La tarea encomendada al Principado de Mónaco

El Pontífice recordó también que el Principado de Mónaco es uno de los pocos países del mundo que tienen la fe católica como religión de estado, y esto, dijo, “nos sitúa ante la soberanía de Jesús que compromete a los cristianos a ser en el mundo un reino de hermanos y hermanas, una presencia que no aplasta, sino que libera; que no separa, sino que une; dispuesta a proteger siempre con amor toda vida humana, en cualquier momento y condición, para que nadie sea excluido jamás de la mesa de la fraternidad. Es la perspectiva de la ecología integral que sé que es muy importante para ustedes”, puntualizó, confiándoles una tarea:

Encomiendo al Principado de Mónaco, por el vínculo tan profundo que lo une a la Iglesia de Roma, el compromiso especial de profundizar en la Doctrina Social de la Iglesia y elaborar buenas prácticas locales e internacionales que manifiesten su fuerza transformadora. Incluso en una cultura poco religiosa, muy secularizada, el modo de abordar los problemas típicos del Magisterio social puede revelar a nuestro tiempo —un tiempo en el cual a muchas personas les resulta difícil esperar— la gran luz que viene del Evangelio.

Las palabras "muy actuales" de San Pablo VI

Gracias a una fe antigua serán así expertos en las cosas nuevas – añadió el Papa – no tanto persiguiendo los bienes que pasan, a menudo novedades que envejecen en una temporada, cuanto hallándose preparados de frente a desafíos sin precedentes, que sólo se afrontan con un corazón libre y con una inteligencia iluminada.

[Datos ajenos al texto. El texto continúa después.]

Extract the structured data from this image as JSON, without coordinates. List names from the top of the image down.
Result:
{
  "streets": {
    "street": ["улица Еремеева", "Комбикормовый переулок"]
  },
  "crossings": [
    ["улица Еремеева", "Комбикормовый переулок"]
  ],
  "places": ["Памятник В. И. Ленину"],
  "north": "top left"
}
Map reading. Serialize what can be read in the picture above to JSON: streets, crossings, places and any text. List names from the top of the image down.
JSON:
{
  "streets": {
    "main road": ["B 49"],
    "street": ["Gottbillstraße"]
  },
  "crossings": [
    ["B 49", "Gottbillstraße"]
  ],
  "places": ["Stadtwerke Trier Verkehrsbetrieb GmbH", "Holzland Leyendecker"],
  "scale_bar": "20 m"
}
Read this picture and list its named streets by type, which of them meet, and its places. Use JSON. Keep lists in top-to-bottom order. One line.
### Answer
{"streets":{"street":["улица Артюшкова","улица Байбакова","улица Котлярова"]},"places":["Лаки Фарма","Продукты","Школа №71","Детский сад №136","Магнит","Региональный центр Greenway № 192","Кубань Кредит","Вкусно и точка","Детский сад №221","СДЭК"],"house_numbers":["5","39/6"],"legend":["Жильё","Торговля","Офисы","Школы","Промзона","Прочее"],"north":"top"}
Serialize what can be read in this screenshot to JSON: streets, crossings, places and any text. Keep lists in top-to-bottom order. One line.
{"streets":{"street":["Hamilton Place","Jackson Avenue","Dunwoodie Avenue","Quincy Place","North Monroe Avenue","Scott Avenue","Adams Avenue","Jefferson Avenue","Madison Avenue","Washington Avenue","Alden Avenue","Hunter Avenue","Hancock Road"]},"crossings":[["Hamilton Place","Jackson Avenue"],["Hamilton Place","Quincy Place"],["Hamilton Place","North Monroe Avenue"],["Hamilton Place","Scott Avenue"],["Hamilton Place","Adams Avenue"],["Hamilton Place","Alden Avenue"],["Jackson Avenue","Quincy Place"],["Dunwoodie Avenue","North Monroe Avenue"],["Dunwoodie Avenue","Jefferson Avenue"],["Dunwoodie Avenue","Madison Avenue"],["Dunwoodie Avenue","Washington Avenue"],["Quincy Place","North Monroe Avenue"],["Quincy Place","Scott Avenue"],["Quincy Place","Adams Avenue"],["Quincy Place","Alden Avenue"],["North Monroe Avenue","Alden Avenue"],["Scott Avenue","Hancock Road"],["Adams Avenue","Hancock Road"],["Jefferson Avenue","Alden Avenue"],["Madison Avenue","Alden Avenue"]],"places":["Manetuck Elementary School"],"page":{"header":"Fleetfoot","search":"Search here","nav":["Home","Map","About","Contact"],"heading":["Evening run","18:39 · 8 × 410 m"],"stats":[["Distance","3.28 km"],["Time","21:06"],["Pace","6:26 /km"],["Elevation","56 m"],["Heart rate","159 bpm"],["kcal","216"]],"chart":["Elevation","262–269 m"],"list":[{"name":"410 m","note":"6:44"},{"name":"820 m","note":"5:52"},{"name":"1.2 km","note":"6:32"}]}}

Finalmente, León XIV confió a las palabras “muy actuales” de San Pablo VI en el 75º aniversario de la Rerum novarum, la conclusión de su saludo:

Ustedes comprenden muy bien que para caminar se necesita la luz, para promover un progreso social se necesita una doctrina; es el pensamiento el que guía la vida; y si el pensamiento refleja la verdad —la verdad sobre el hombre, sobre el mundo, sobre la historia, sobre las cosas—, entonces el camino se puede continuar de manera directa y ágil; de lo contrario, el camino se hace lento, incierto, duro o aberrante».